Action item
Go through the entries and say how many lines contain the string "Denny". The number is the whole answer.

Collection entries

*** Begin section ***

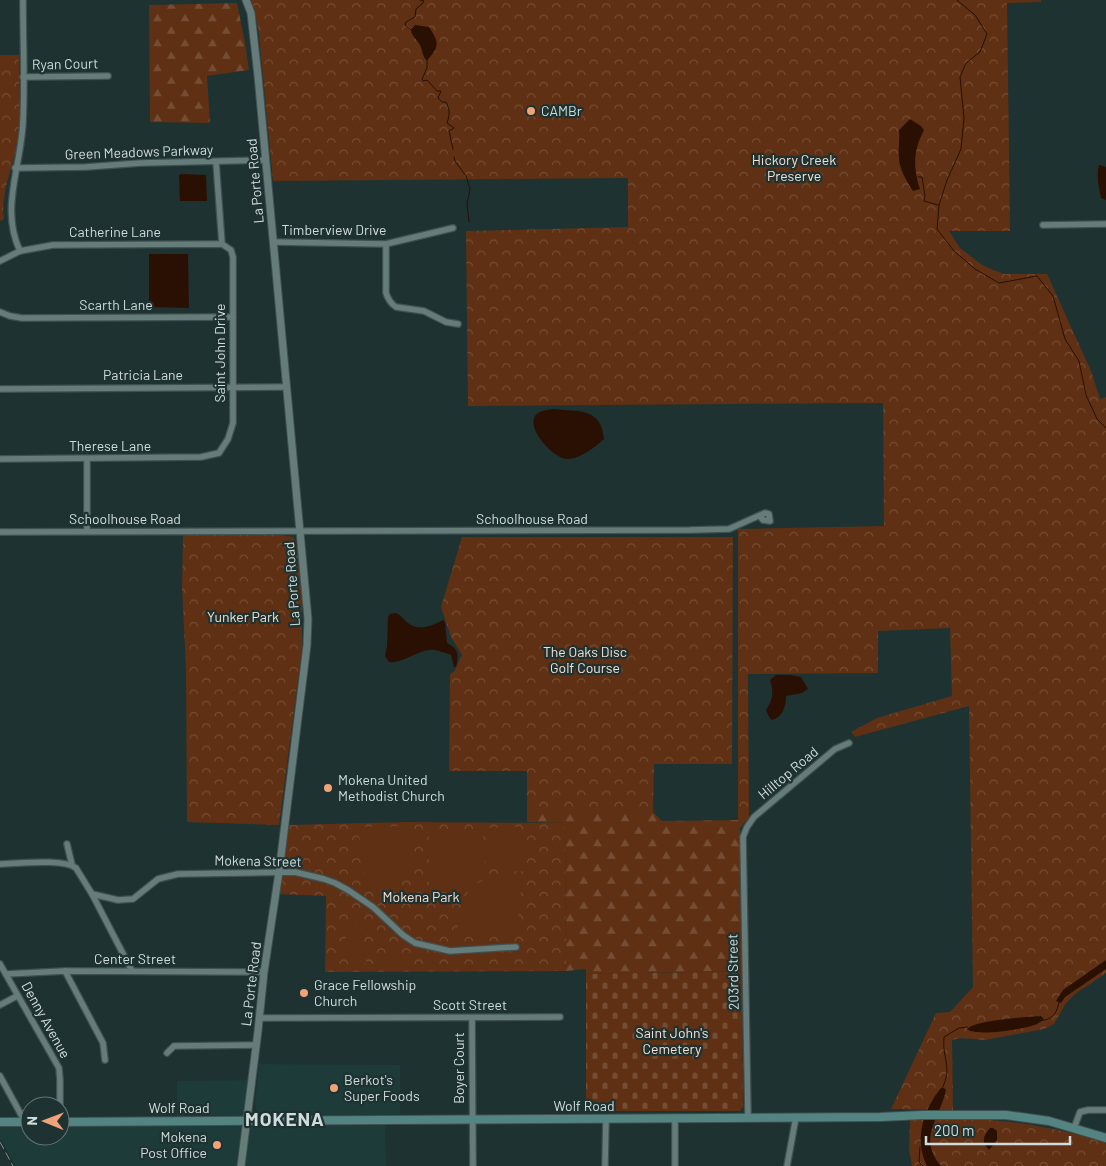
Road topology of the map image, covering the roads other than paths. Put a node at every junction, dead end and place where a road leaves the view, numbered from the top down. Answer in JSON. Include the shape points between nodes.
{"nodes":[{"id":1,"x":22,"y":0,"type":"edge"},
{"id":2,"x":246,"y":0,"type":"edge"},
{"id":3,"x":23,"y":76,"type":"junction"},
{"id":4,"x":108,"y":76,"type":"dead end"},
{"id":5,"x":265,"y":160,"type":"junction"},
{"id":6,"x":216,"y":162,"type":"junction"},
{"id":7,"x":14,"y":168,"type":"junction"},
{"id":8,"x":1106,"y":224,"type":"edge"},
{"id":9,"x":1042,"y":225,"type":"dead end"},
{"id":10,"x":454,"y":228,"type":"dead end"},
{"id":11,"x":273,"y":242,"type":"junction"},
{"id":12,"x":222,"y":244,"type":"junction"},
{"id":13,"x":386,"y":244,"type":"junction"},
{"id":14,"x":20,"y":251,"type":"junction"},
{"id":15,"x":0,"y":261,"type":"edge"},
{"id":16,"x":0,"y":312,"type":"edge"},
{"id":17,"x":233,"y":317,"type":"junction"},
{"id":18,"x":458,"y":324,"type":"dead end"},
{"id":19,"x":233,"y":387,"type":"junction"},
{"id":20,"x":287,"y":387,"type":"junction"},
{"id":21,"x":0,"y":389,"type":"edge"},
{"id":22,"x":219,"y":453,"type":"joint"},
{"id":23,"x":87,"y":458,"type":"junction"},
{"id":24,"x":0,"y":459,"type":"edge"},
{"id":25,"x":760,"y":516,"type":"dead end"},
{"id":26,"x":87,"y":531,"type":"junction"},
{"id":27,"x":0,"y":532,"type":"edge"},
{"id":28,"x":301,"y":532,"type":"junction"},
{"id":29,"x":849,"y":742,"type":"dead end"},
{"id":30,"x":747,"y":827,"type":"joint"},
{"id":31,"x":67,"y":844,"type":"dead end"},
{"id":32,"x":0,"y":864,"type":"edge"},
{"id":33,"x":72,"y":865,"type":"junction"},
{"id":34,"x":279,"y":872,"type":"junction"},
{"id":35,"x":92,"y":894,"type":"junction"},
{"id":36,"x":516,"y":947,"type":"dead end"},
{"id":37,"x":0,"y":964,"type":"edge"},
{"id":38,"x":65,"y":971,"type":"junction"},
{"id":39,"x":132,"y":971,"type":"junction"},
{"id":40,"x":264,"y":972,"type":"junction"},
{"id":41,"x":6,"y":974,"type":"junction"},
{"id":42,"x":17,"y":996,"type":"junction"},
{"id":43,"x":0,"y":1005,"type":"edge"},
{"id":44,"x":560,"y":1017,"type":"dead end"},
{"id":45,"x":260,"y":1018,"type":"junction"},
{"id":46,"x":472,"y":1018,"type":"junction"},
{"id":47,"x":256,"y":1045,"type":"junction"},
{"id":48,"x":167,"y":1053,"type":"dead end"},
{"id":49,"x":105,"y":1060,"type":"dead end"},
{"id":50,"x":0,"y":1076,"type":"edge"},
{"id":51,"x":60,"y":1096,"type":"edge"},
{"id":52,"x":20,"y":1109,"type":"edge"},
{"id":53,"x":1106,"y":1110,"type":"edge"},
{"id":54,"x":796,"y":1117,"type":"junction"},
{"id":55,"x":606,"y":1118,"type":"junction"},
{"id":56,"x":675,"y":1118,"type":"junction"},
{"id":57,"x":748,"y":1118,"type":"junction"},
{"id":58,"x":472,"y":1119,"type":"junction"},
{"id":59,"x":247,"y":1120,"type":"junction"},
{"id":60,"x":0,"y":1122,"type":"edge"},
{"id":61,"x":20,"y":1122,"type":"edge"},
{"id":62,"x":70,"y":1122,"type":"edge"},
{"id":63,"x":1074,"y":1128,"type":"junction"},
{"id":64,"x":1106,"y":1138,"type":"edge"},
{"id":65,"x":241,"y":1166,"type":"edge"},
{"id":66,"x":473,"y":1166,"type":"edge"},
{"id":67,"x":605,"y":1166,"type":"edge"},
{"id":68,"x":675,"y":1166,"type":"edge"},
{"id":69,"x":788,"y":1166,"type":"edge"}],
"edges":[{"from":1,"to":3,"type":"street"},
{"from":2,"to":5,"type":"street","name":"La Porte Road","via":[[251,12]]},
{"from":3,"to":4,"type":"street","name":"Ryan Court"},
{"from":3,"to":7,"type":"street","via":[[21,145]]},
{"from":5,"to":6,"type":"street","name":"Green Meadows Parkway"},
{"from":5,"to":11,"type":"street","name":"La Porte Road"},
{"from":6,"to":7,"type":"street","name":"Green Meadows Parkway"},
{"from":6,"to":12,"type":"street"},
{"from":7,"to":14,"type":"street","via":[[7,192],[7,212],[9,228]]},
{"from":8,"to":9,"type":"street"},
{"from":10,"to":13,"type":"street","name":"Timberview Drive"},
{"from":11,"to":13,"type":"street","name":"Timberview Drive"},
{"from":11,"to":20,"type":"street","name":"La Porte Road"},
{"from":12,"to":14,"type":"street","name":"Catherine Lane","via":[[63,245]]},
{"from":12,"to":17,"type":"street","name":"Saint John Drive","via":[[233,257]]},
{"from":13,"to":18,"type":"street","via":[[386,293],[392,304]]},
{"from":14,"to":15,"type":"street","name":"Catherine Lane"},
{"from":16,"to":17,"type":"street","name":"Scarth Lane","via":[[22,318]]},
{"from":17,"to":19,"type":"street","name":"Saint John Drive"},
{"from":19,"to":20,"type":"street","name":"Patricia Lane"},
{"from":19,"to":21,"type":"street","name":"Patricia Lane"},
{"from":19,"to":22,"type":"street","name":"Saint John Drive","via":[[233,423]]},
{"from":20,"to":28,"type":"street","name":"La Porte Road"},
{"from":22,"to":23,"type":"street","name":"Therese Lane","via":[[190,458]]},
{"from":23,"to":24,"type":"street","name":"Therese Lane"},
{"from":23,"to":26,"type":"street"},
{"from":25,"to":28,"type":"street","name":"Schoolhouse Road","via":[[729,529]]},
{"from":26,"to":27,"type":"street","name":"Schoolhouse Road"},
{"from":26,"to":28,"type":"street","name":"Schoolhouse Road"},
{"from":28,"to":34,"type":"street","name":"La Porte Road","via":[[308,606],[307,645]]},
{"from":29,"to":30,"type":"street","name":"Hilltop Road","via":[[754,817]]},
{"from":30,"to":57,"type":"street","name":"203rd Street","via":[[743,837]]},
{"from":31,"to":33,"type":"street"},
{"from":32,"to":33,"type":"street"},
{"from":33,"to":35,"type":"street"},
{"from":34,"to":35,"type":"street","name":"Mokena Street","via":[[178,874],[158,879],[133,899],[118,900]]},
{"from":34,"to":36,"type":"street","name":"Mokena Street","via":[[304,874],[335,883],[373,907],[409,940],[423,946],[450,951]]},
{"from":34,"to":40,"type":"street","name":"La Porte Road"},
{"from":35,"to":39,"type":"street"},
{"from":37,"to":41,"type":"street","name":"Denny Avenue"},
{"from":38,"to":39,"type":"street","name":"Center Street"},
{"from":38,"to":41,"type":"street","name":"Center Street"},
{"from":38,"to":49,"type":"street","via":[[103,1043]]},
{"from":39,"to":40,"type":"street","name":"Center Street"},
{"from":40,"to":45,"type":"street","name":"La Porte Road"},
{"from":41,"to":42,"type":"street","name":"Denny Avenue"},
{"from":42,"to":43,"type":"street"},
{"from":42,"to":51,"type":"street","name":"Denny Avenue","via":[[59,1068]]},
{"from":44,"to":46,"type":"street","name":"Scott Street"},
{"from":45,"to":46,"type":"street","name":"Scott Street"},
{"from":45,"to":47,"type":"street","name":"La Porte Road"},
{"from":46,"to":58,"type":"street","name":"Boyer Court"},
{"from":47,"to":48,"type":"street","via":[[174,1046]]},
{"from":47,"to":59,"type":"street","name":"La Porte Road"},
{"from":50,"to":52,"type":"street"},
{"from":53,"to":63,"type":"street","via":[[1080,1112]]},
{"from":54,"to":57,"type":"main road","name":"Wolf Road"},
{"from":54,"to":63,"type":"main road","name":"Wolf Road","via":[[1006,1115]]},
{"from":54,"to":69,"type":"street"},
{"from":55,"to":56,"type":"main road","name":"Wolf Road"},
{"from":55,"to":58,"type":"main road","name":"Wolf Road"},
{"from":55,"to":67,"type":"street"},
{"from":56,"to":57,"type":"main road","name":"Wolf Road"},
{"from":56,"to":68,"type":"street"},
{"from":58,"to":59,"type":"main road","name":"Wolf Road"},
{"from":58,"to":66,"type":"street","name":"Boyer Court"},
{"from":59,"to":62,"type":"main road","name":"Wolf Road"},
{"from":59,"to":65,"type":"street","name":"La Porte Road"},
{"from":60,"to":61,"type":"main road"},
{"from":63,"to":64,"type":"main road","name":"Wolf Road"}]}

*** End section ***

Output of the exercise
3